**WHAT IS NEEDED**
Which lines of the data contain the string "Bima"? Show each of them.

[Stored data entries]

###

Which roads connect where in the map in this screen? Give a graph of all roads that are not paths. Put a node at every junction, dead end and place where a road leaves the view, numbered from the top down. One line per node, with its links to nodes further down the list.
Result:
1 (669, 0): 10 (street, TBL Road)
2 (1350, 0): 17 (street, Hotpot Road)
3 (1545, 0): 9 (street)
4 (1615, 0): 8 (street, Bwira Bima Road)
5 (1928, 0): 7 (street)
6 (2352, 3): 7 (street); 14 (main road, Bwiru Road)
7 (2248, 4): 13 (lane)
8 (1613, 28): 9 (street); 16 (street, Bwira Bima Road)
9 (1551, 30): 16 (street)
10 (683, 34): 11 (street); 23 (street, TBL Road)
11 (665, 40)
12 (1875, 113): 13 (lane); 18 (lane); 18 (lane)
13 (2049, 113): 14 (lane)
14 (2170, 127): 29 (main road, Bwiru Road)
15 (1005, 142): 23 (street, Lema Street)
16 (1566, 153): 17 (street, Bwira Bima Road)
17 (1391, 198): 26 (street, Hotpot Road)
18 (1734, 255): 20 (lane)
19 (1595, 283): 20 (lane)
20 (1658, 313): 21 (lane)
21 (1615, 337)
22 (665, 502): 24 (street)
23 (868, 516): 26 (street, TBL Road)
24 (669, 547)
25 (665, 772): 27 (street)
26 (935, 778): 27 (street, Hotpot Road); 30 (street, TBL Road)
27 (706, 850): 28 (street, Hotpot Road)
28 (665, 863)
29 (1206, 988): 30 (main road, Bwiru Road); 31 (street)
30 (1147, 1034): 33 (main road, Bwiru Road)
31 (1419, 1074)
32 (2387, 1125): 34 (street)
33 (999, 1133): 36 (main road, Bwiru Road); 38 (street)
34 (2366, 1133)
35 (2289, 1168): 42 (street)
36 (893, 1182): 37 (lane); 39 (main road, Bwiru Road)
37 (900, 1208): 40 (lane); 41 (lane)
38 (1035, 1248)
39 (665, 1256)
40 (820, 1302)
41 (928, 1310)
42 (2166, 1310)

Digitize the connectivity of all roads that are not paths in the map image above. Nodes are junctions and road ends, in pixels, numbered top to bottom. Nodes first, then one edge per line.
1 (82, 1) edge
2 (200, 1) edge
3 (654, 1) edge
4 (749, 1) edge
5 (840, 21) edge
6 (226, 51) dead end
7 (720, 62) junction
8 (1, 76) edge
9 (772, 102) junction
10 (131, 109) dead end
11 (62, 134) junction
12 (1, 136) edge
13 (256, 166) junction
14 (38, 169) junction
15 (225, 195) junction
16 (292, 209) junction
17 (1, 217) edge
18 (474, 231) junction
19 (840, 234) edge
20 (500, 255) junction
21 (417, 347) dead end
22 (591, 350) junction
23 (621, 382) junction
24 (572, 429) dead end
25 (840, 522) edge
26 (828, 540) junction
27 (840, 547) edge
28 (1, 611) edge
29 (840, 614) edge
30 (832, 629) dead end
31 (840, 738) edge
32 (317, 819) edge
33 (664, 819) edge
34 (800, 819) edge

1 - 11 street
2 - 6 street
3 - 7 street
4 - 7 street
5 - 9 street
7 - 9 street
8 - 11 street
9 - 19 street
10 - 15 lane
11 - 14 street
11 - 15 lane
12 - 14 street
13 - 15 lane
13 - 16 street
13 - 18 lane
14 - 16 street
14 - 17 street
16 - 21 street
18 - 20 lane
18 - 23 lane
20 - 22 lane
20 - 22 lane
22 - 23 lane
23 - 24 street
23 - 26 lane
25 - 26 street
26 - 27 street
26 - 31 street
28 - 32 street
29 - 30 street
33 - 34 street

###

**WRITTEN ANSWER**
4 (1615, 0): 8 (street, Bwira Bima Road)
8 (1613, 28): 9 (street); 16 (street, Bwira Bima Road)
16 (1566, 153): 17 (street, Bwira Bima Road)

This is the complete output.